Brief →
Return the following data exactly, with all pictures left out.

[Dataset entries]
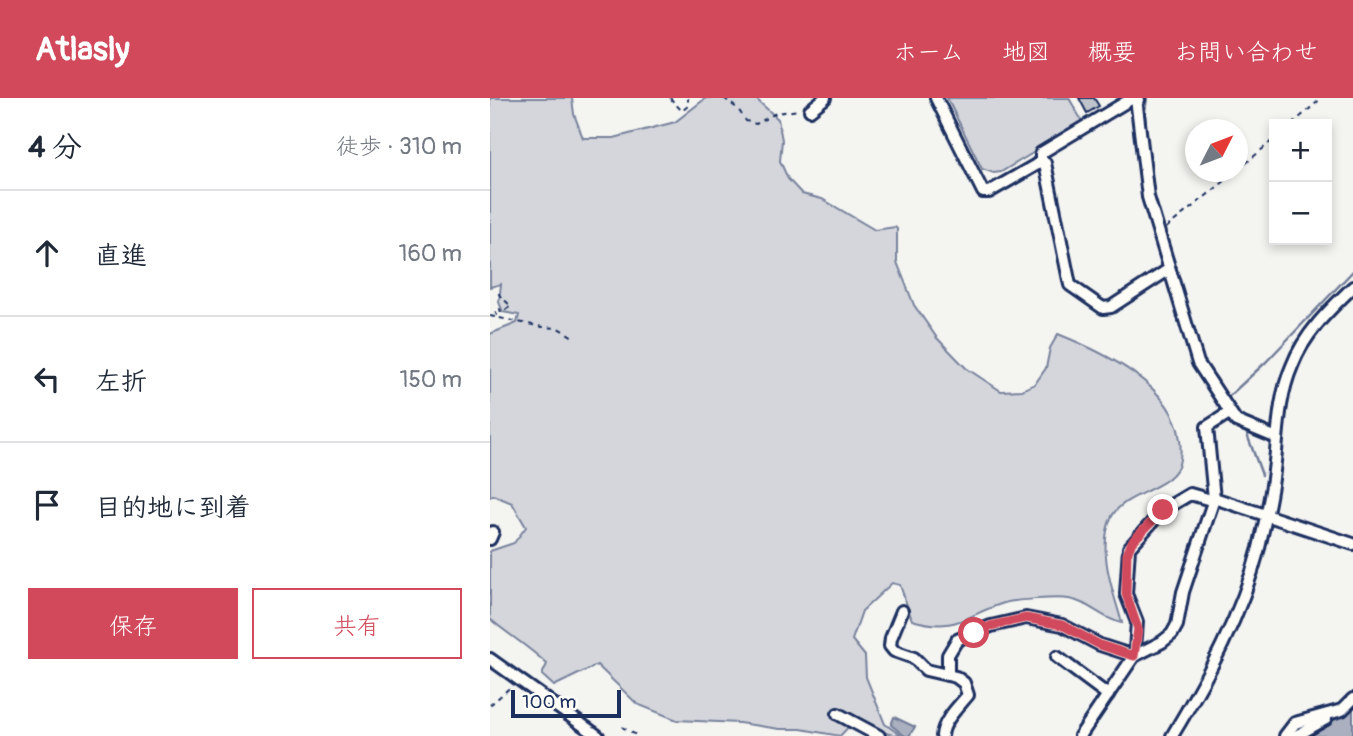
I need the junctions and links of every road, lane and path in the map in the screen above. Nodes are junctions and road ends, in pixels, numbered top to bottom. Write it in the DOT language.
graph roads {
  1 [pos="670,98"];
  2 [pos="688,98"];
  3 [pos="724,98"];
  4 [pos="825,98"];
  5 [pos="936,98"];
  6 [pos="1322,98"];
  7 [pos="1138,99"];
  8 [pos="810,110"];
  9 [pos="1298,119"];
  10 [pos="1269,143"];
  11 [pos="1041,160"];
  12 [pos="1248,161"];
  13 [pos="1222,182"];
  14 [pos="1157,235"];
  15 [pos="1168,270"];
  16 [pos="1353,287"];
  17 [pos="498,292"];
  18 [pos="490,316"];
  19 [pos="496,317"];
  20 [pos="575,338"];
  21 [pos="1229,413"];
  22 [pos="1277,438"];
  23 [pos="1214,499"];
  24 [pos="1265,515"];
  25 [pos="1353,544"];
  26 [pos="902,611"];
  27 [pos="1134,656"];
  28 [pos="1057,657"];
  29 [pos="490,659"];
  30 [pos="948,675"];
  31 [pos="519,680"];
  32 [pos="1108,695"];
  33 [pos="1353,701"];
  34 [pos="490,705"];
  35 [pos="1342,710"];
  36 [pos="838,715"];
  37 [pos="622,727"];
  38 [pos="598,736"];
  39 [pos="638,736"];
  40 [pos="879,736"];
  41 [pos="942,736"];
  42 [pos="1080,736"];
  43 [pos="1172,736"];
  44 [pos="1285,736"];
  45 [pos="1296,736"];
  1 -- 2 [label="path"];
  3 -- 8 [label="path"];
  4 -- 8 [label="street"];
  5 -- 11 [label="street"];
  6 -- 9 [label="path"];
  7 -- 11 [label="street"];
  7 -- 14 [label="street"];
  10 -- 12 [label="path"];
  11 -- 15 [label="street"];
  13 -- 14 [label="path"];
  14 -- 15 [label="street"];
  15 -- 21 [label="street"];
  16 -- 22 [label="street"];
  17 -- 19 [label="path"];
  18 -- 19 [label="path"];
  19 -- 20 [label="path"];
  21 -- 22 [label="street"];
  21 -- 23 [label="street"];
  22 -- 24 [label="street"];
  23 -- 24 [label="street"];
  23 -- 27 [label="street"];
  23 -- 27 [label="street"];
  24 -- 25 [label="street"];
  24 -- 43 [label="street"];
  26 -- 30 [label="street"];
  27 -- 30 [label="street"];
  27 -- 32 [label="street"];
  28 -- 32 [label="street"];
  29 -- 31 [label="street"];
  30 -- 41 [label="street"];
  31 -- 34 [label="path"];
  31 -- 38 [label="street"];
  32 -- 42 [label="street"];
  33 -- 35 [label="street"];
  35 -- 44 [label="street"];
  35 -- 45 [label="street"];
  36 -- 40 [label="street"];
  37 -- 39 [label="path"];
}
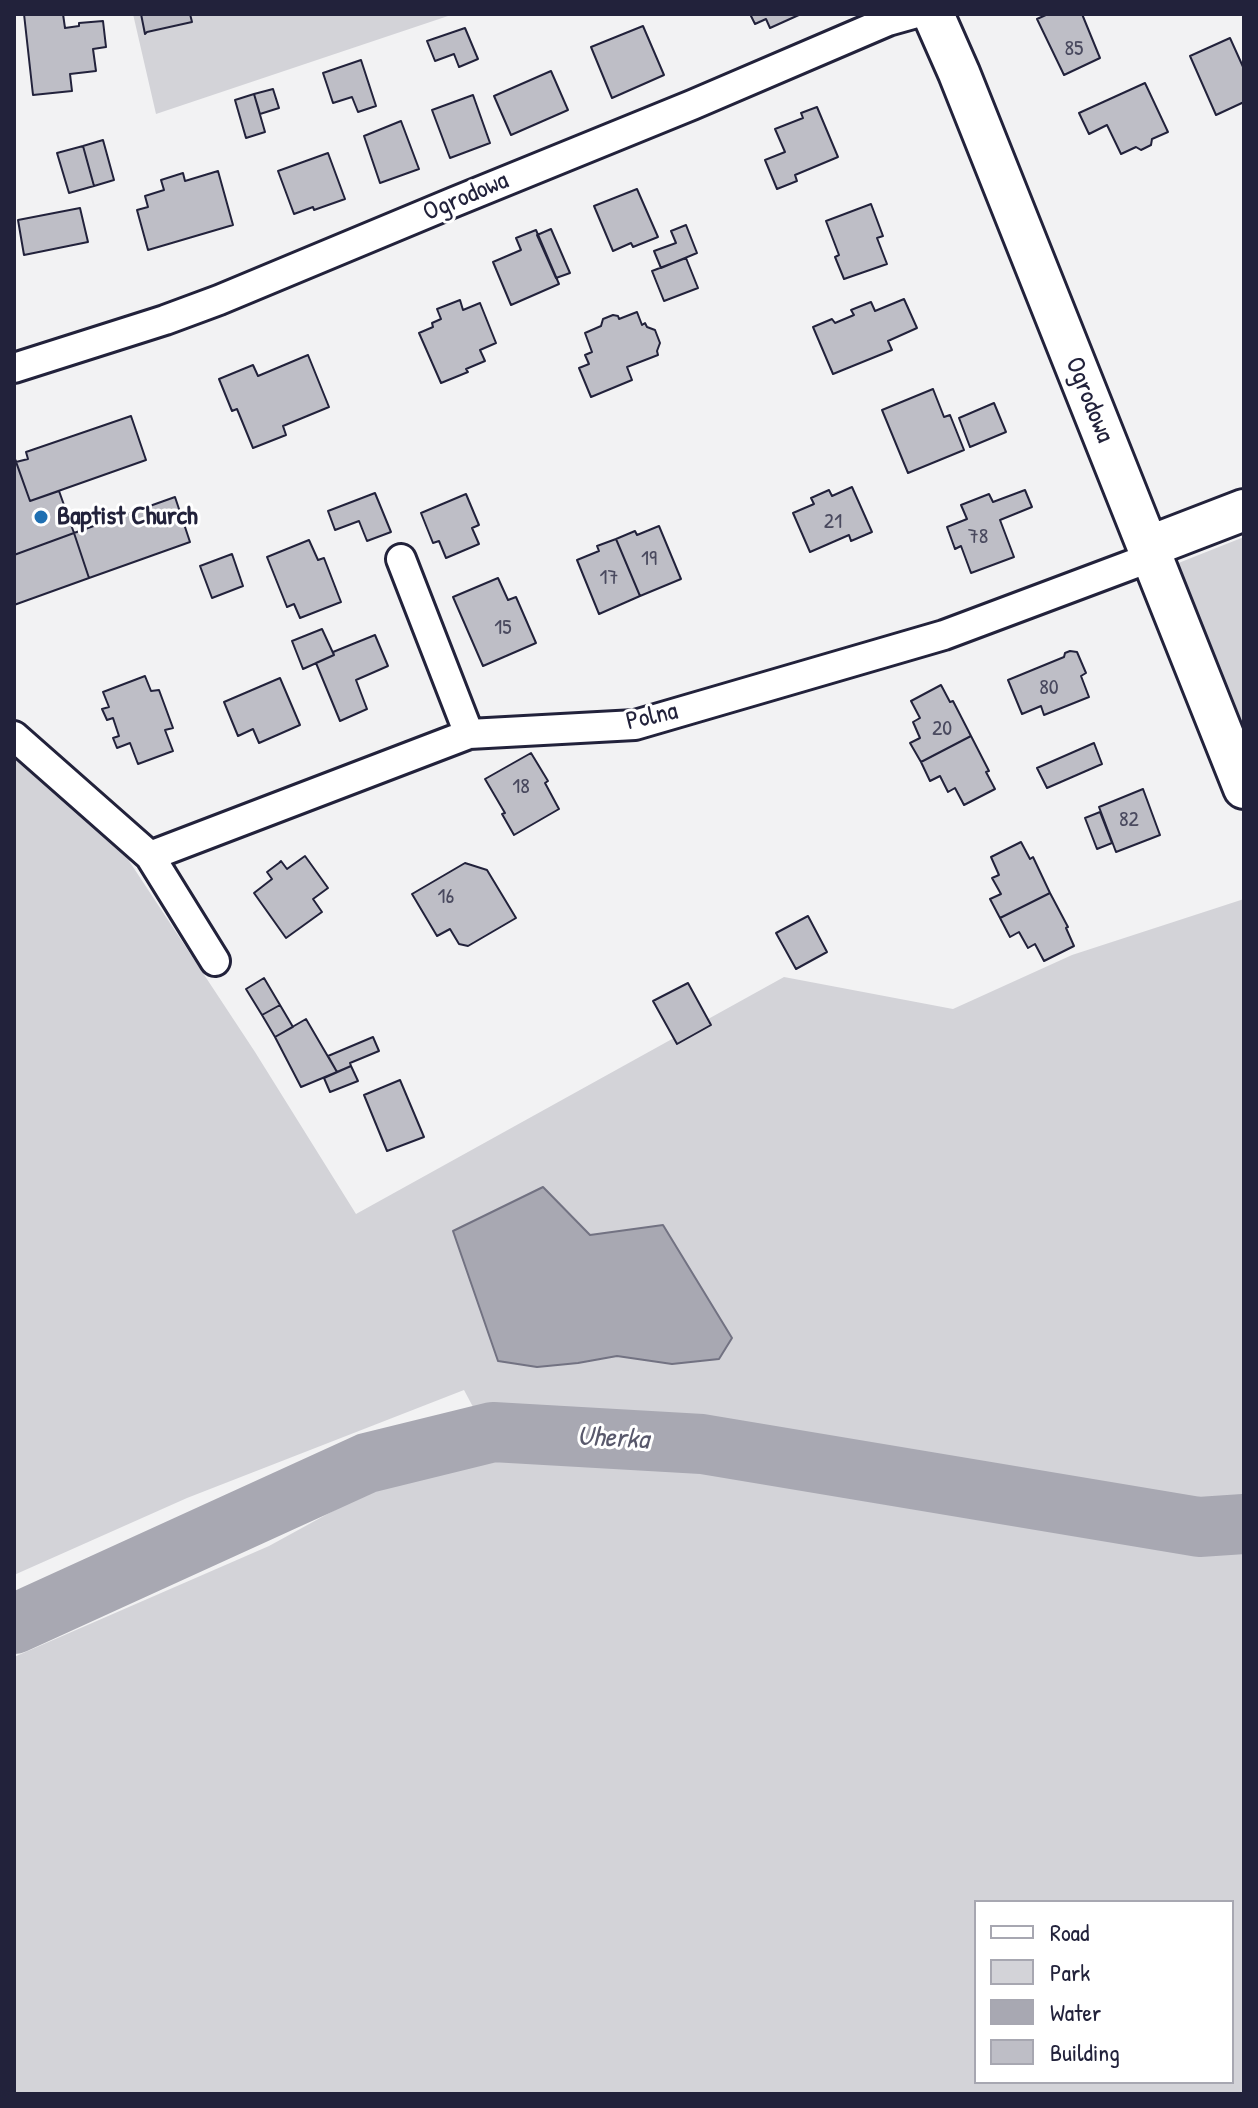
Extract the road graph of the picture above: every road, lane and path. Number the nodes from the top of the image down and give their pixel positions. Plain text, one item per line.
1 (913, 14) edge
2 (933, 14) edge
3 (14, 368) edge
4 (1244, 510) edge
5 (1150, 552) junction
6 (401, 559) dead end
7 (469, 734) junction
8 (14, 736) edge
9 (1244, 788) edge
10 (150, 856) junction
11 (215, 961) dead end

1 - 3 street, Ogrodowa
2 - 5 street, Ogrodowa
4 - 5 street
5 - 7 street, Polna
5 - 9 street, Ogrodowa
6 - 7 street
7 - 10 street, Polna
8 - 10 street
10 - 11 street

Expected output →
I need the junctions and links of every road, lane and path in the map in the screen above. Nodes are junctions and road ends, in pixels, numbered top to bottom. Write it in the DOT language.
graph roads {
  1 [pos="670,98"];
  2 [pos="688,98"];
  3 [pos="724,98"];
  4 [pos="825,98"];
  5 [pos="936,98"];
  6 [pos="1322,98"];
  7 [pos="1138,99"];
  8 [pos="810,110"];
  9 [pos="1298,119"];
  10 [pos="1269,143"];
  11 [pos="1041,160"];
  12 [pos="1248,161"];
  13 [pos="1222,182"];
  14 [pos="1157,235"];
  15 [pos="1168,270"];
  16 [pos="1353,287"];
  17 [pos="498,292"];
  18 [pos="490,316"];
  19 [pos="496,317"];
  20 [pos="575,338"];
  21 [pos="1229,413"];
  22 [pos="1277,438"];
  23 [pos="1214,499"];
  24 [pos="1265,515"];
  25 [pos="1353,544"];
  26 [pos="902,611"];
  27 [pos="1134,656"];
  28 [pos="1057,657"];
  29 [pos="490,659"];
  30 [pos="948,675"];
  31 [pos="519,680"];
  32 [pos="1108,695"];
  33 [pos="1353,701"];
  34 [pos="490,705"];
  35 [pos="1342,710"];
  36 [pos="838,715"];
  37 [pos="622,727"];
  38 [pos="598,736"];
  39 [pos="638,736"];
  40 [pos="879,736"];
  41 [pos="942,736"];
  42 [pos="1080,736"];
  43 [pos="1172,736"];
  44 [pos="1285,736"];
  45 [pos="1296,736"];
  1 -- 2 [label="path"];
  3 -- 8 [label="path"];
  4 -- 8 [label="street"];
  5 -- 11 [label="street"];
  6 -- 9 [label="path"];
  7 -- 11 [label="street"];
  7 -- 14 [label="street"];
  10 -- 12 [label="path"];
  11 -- 15 [label="street"];
  13 -- 14 [label="path"];
  14 -- 15 [label="street"];
  15 -- 21 [label="street"];
  16 -- 22 [label="street"];
  17 -- 19 [label="path"];
  18 -- 19 [label="path"];
  19 -- 20 [label="path"];
  21 -- 22 [label="street"];
  21 -- 23 [label="street"];
  22 -- 24 [label="street"];
  23 -- 24 [label="street"];
  23 -- 27 [label="street"];
  23 -- 27 [label="street"];
  24 -- 25 [label="street"];
  24 -- 43 [label="street"];
  26 -- 30 [label="street"];
  27 -- 30 [label="street"];
  27 -- 32 [label="street"];
  28 -- 32 [label="street"];
  29 -- 31 [label="street"];
  30 -- 41 [label="street"];
  31 -- 34 [label="path"];
  31 -- 38 [label="street"];
  32 -- 42 [label="street"];
  33 -- 35 [label="street"];
  35 -- 44 [label="street"];
  35 -- 45 [label="street"];
  36 -- 40 [label="street"];
  37 -- 39 [label="path"];
}
Extract the road graph of the picture above: every road, lane and path. Number the nodes from the top of the image down and give their pixel positions. Plain text, one item per line.
1 (913, 14) edge
2 (933, 14) edge
3 (14, 368) edge
4 (1244, 510) edge
5 (1150, 552) junction
6 (401, 559) dead end
7 (469, 734) junction
8 (14, 736) edge
9 (1244, 788) edge
10 (150, 856) junction
11 (215, 961) dead end

1 - 3 street, Ogrodowa
2 - 5 street, Ogrodowa
4 - 5 street
5 - 7 street, Polna
5 - 9 street, Ogrodowa
6 - 7 street
7 - 10 street, Polna
8 - 10 street
10 - 11 street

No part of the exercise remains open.